The London-based Authorised Payment Institution (API) – whose clients include leading crypto exchanges Bitstamp, Crypto.com and Kraken – will add US dollar capabilities to the BCB Liquidity Interchange Network Consortium (BLINC), its multi-currency real-time payments network, “within the next one to two quarters”, according to outgoing deputy chief executive Noah Sharp.
That will allow the Financial Conduct Authority (FCA)-licensed firm to act as a conduit for dollars moving between the banking system and the cryptosphere, likely creating the largest on-ramp and off-ramp in the world for people with USD bank accounts.
“We’ve already tested the BLINC network on dollars with some pilot exchanges,” Sharp told me in an interview in Zurich last month, speaking days before announcing his departure from the company. “We’ve already configured the technology to work for US dollars, and we’re just waiting to enable it on that first banking partner that we’ve signed up. Initially it’ll be on the one bank, and then we’ll add the second and the third.”
BLINC is effectively a pool of traditional bank accounts controlled by BCB in 12 different currencies around the world.

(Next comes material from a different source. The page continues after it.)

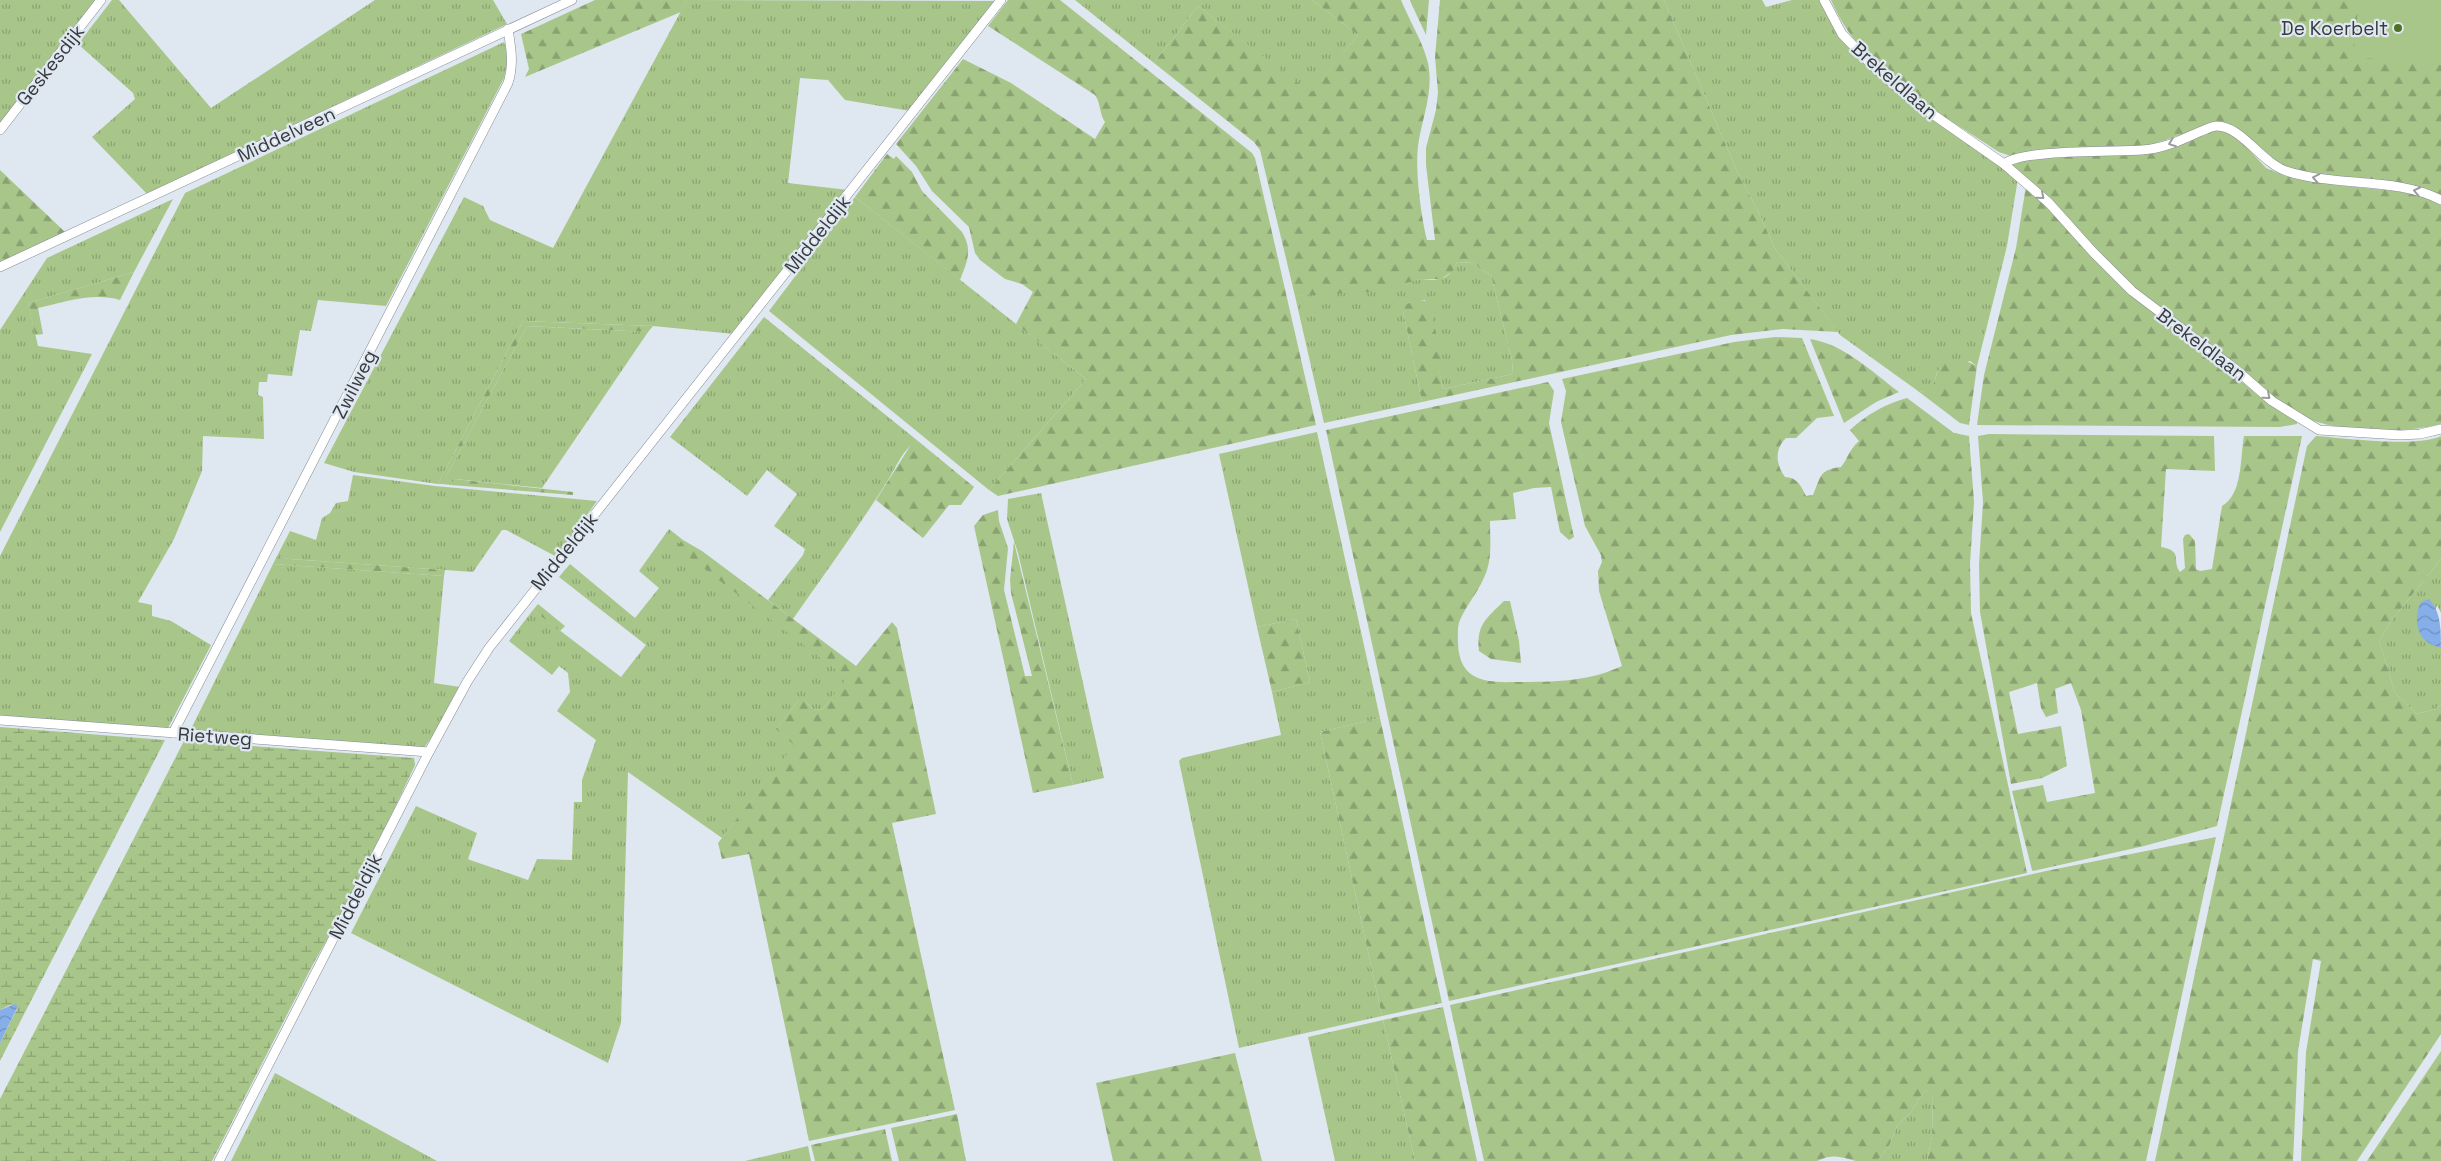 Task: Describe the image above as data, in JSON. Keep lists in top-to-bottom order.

By holding funds 1:1 on behalf of its clients and by using payment reference numbers to identify individual users, BLINC streamlines the process through which consumers top up and withdraw from their crypto exchanges. Its role as a clearing house for fiat-to-crypto transfers has also been embraced by others in the industry – crypto market makers, lenders, funds, brokers and traders – all of whom face hurdles when pushing money through the banking system.
The planned addition of USD to BCB’s payment rails comes amid increasingly bullish sentiment in crypto markets, with bitcoin trading just above $29,000 at the time of writing – an increase of 75% since the beginning of the year.

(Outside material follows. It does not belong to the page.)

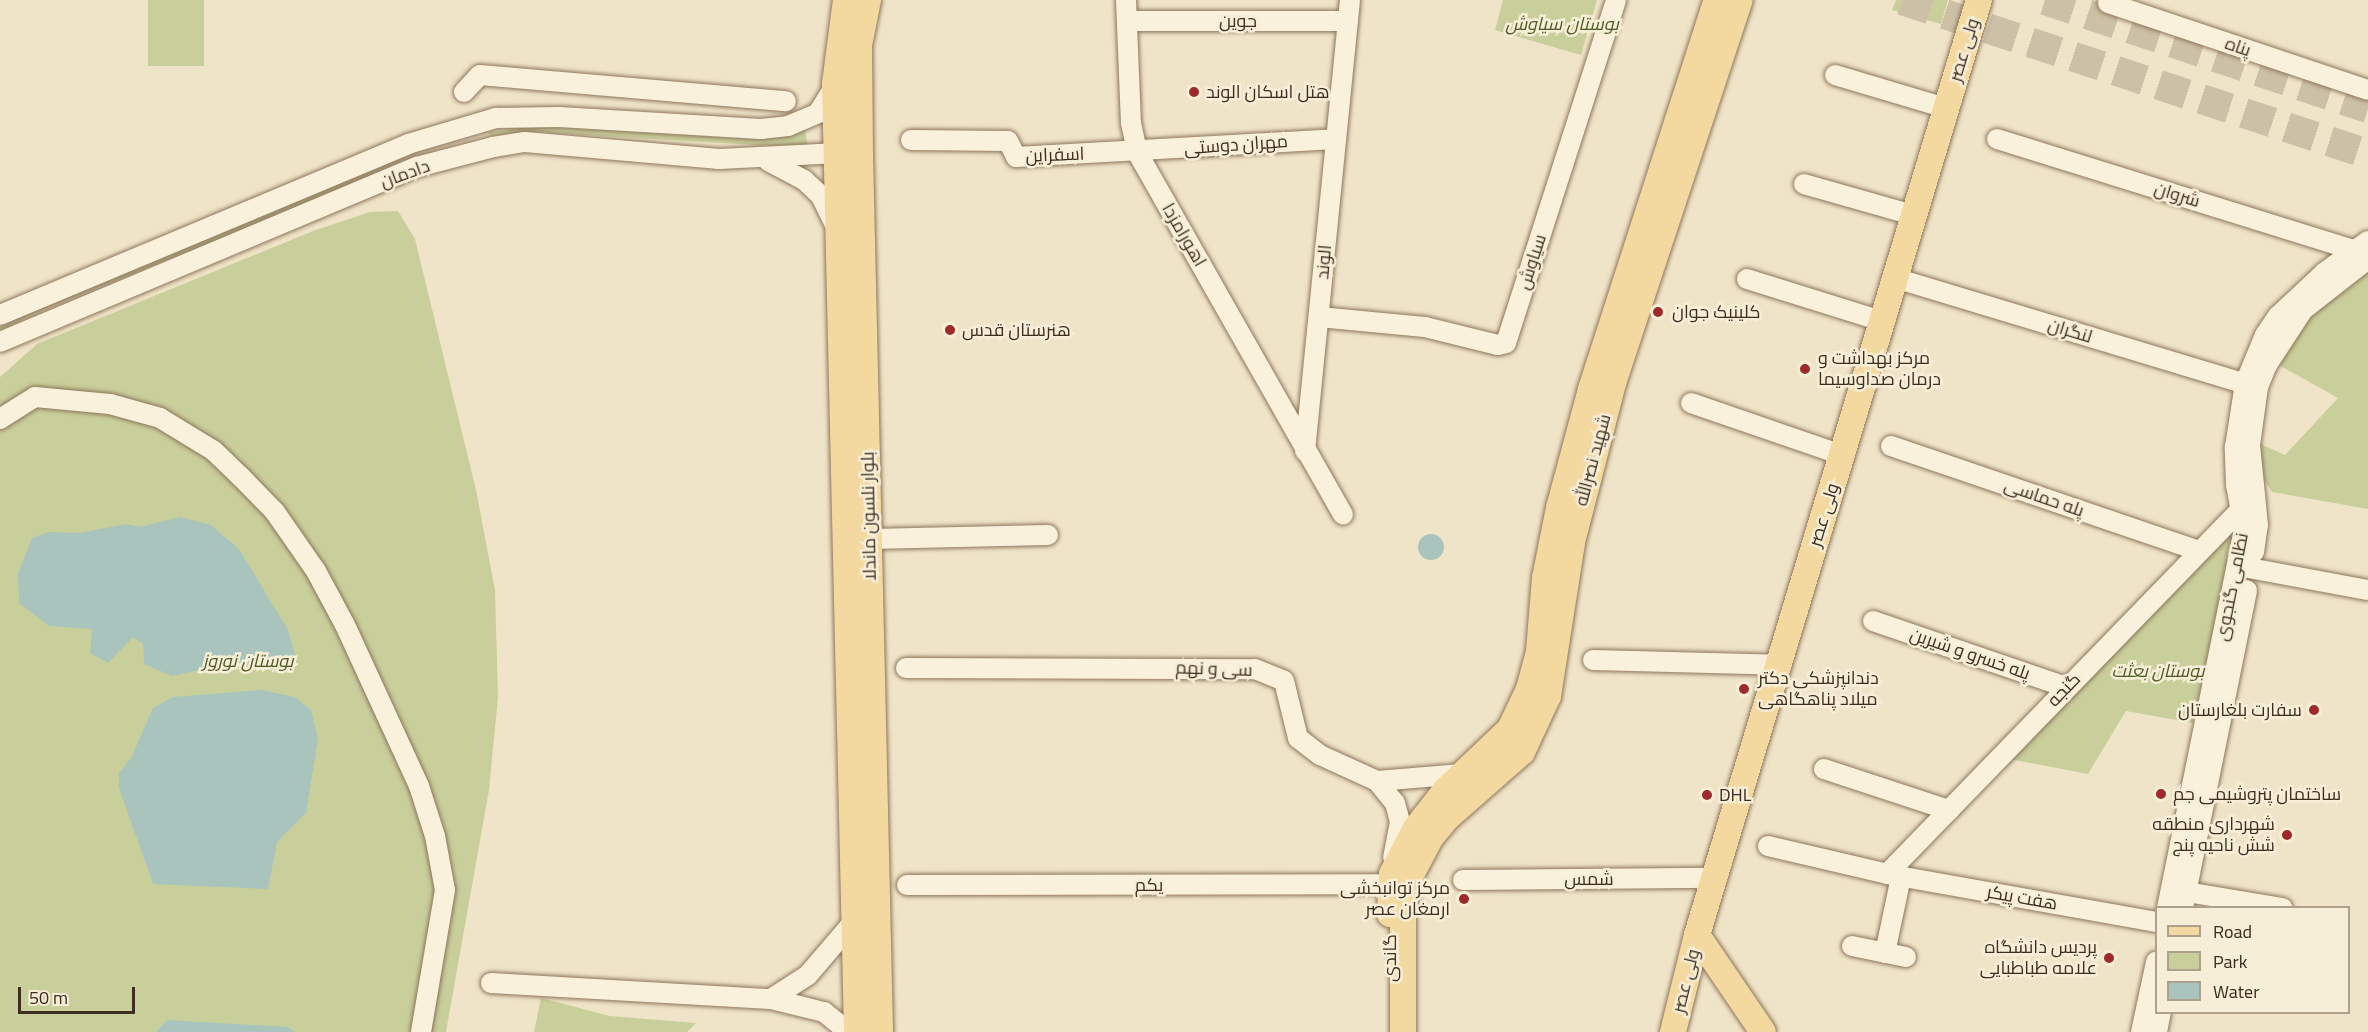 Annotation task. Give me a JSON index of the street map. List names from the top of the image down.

It also follows the closure of two competing crypto-friendly settlement networks: Silvergate’s SEN and Signature Bank’s Signet.
Those platforms had been responsible for the bulk of USD flows into and out of the cryptosphere until March, when their respective banks ceased operations during the US regional banking crisis. Rather than spelling disaster for crypto companies, however – as many pundits predicted – the collapse of Silvergate, Signature Bank and SVB, another crypto-friendly bank, seems to have accelerated the industry’s efforts to secure its payments infrastructure.
“The US market’s massive, [the volume of] US dollars is massive, and we were one of the largest networks behind SEN and Signet,” Sharp noted. “So when they disappeared, a lot of that interest came in our direction.”
Despite styling this year’s turmoil as a commercial opportunity for BCB, Sharp emphasized the need to “build in redundancy” and mitigate “concentration risk” if the payments firm is to avoid the fate of Silvergate and Signature Bank.
“We hold all our clients’ money 1:1 in cash … at regulated credit institutions, licensed banks. But banks can fail,” he admitted. “If you have all your eggs in one basket and the bottom falls out of that basket, then you have no eggs … So what we’re building on the BLINC network, on the US dollar side, is [a system] to have multiple banks on the network. So if we have a situation where one bank is in trouble, we have other banks that we can fail over to and keep the network running. We’re starting with one bank in the near term, and we’ll slowly add more and more banks through to the end of the year.”
Regulatory headwinds that have pitted the US Securities and Exchange Commission (SEC) against crypto exchanges Binance and Coinbase are not a concern, he added, because BCB acts solely as a money remitter that’s beholden to – and fully compliant with – specific payments services regulations.
Instead of worrying about government interference, a bigger concern for BCB is tackling the “stigma” surrounding crypto firms in the banking world.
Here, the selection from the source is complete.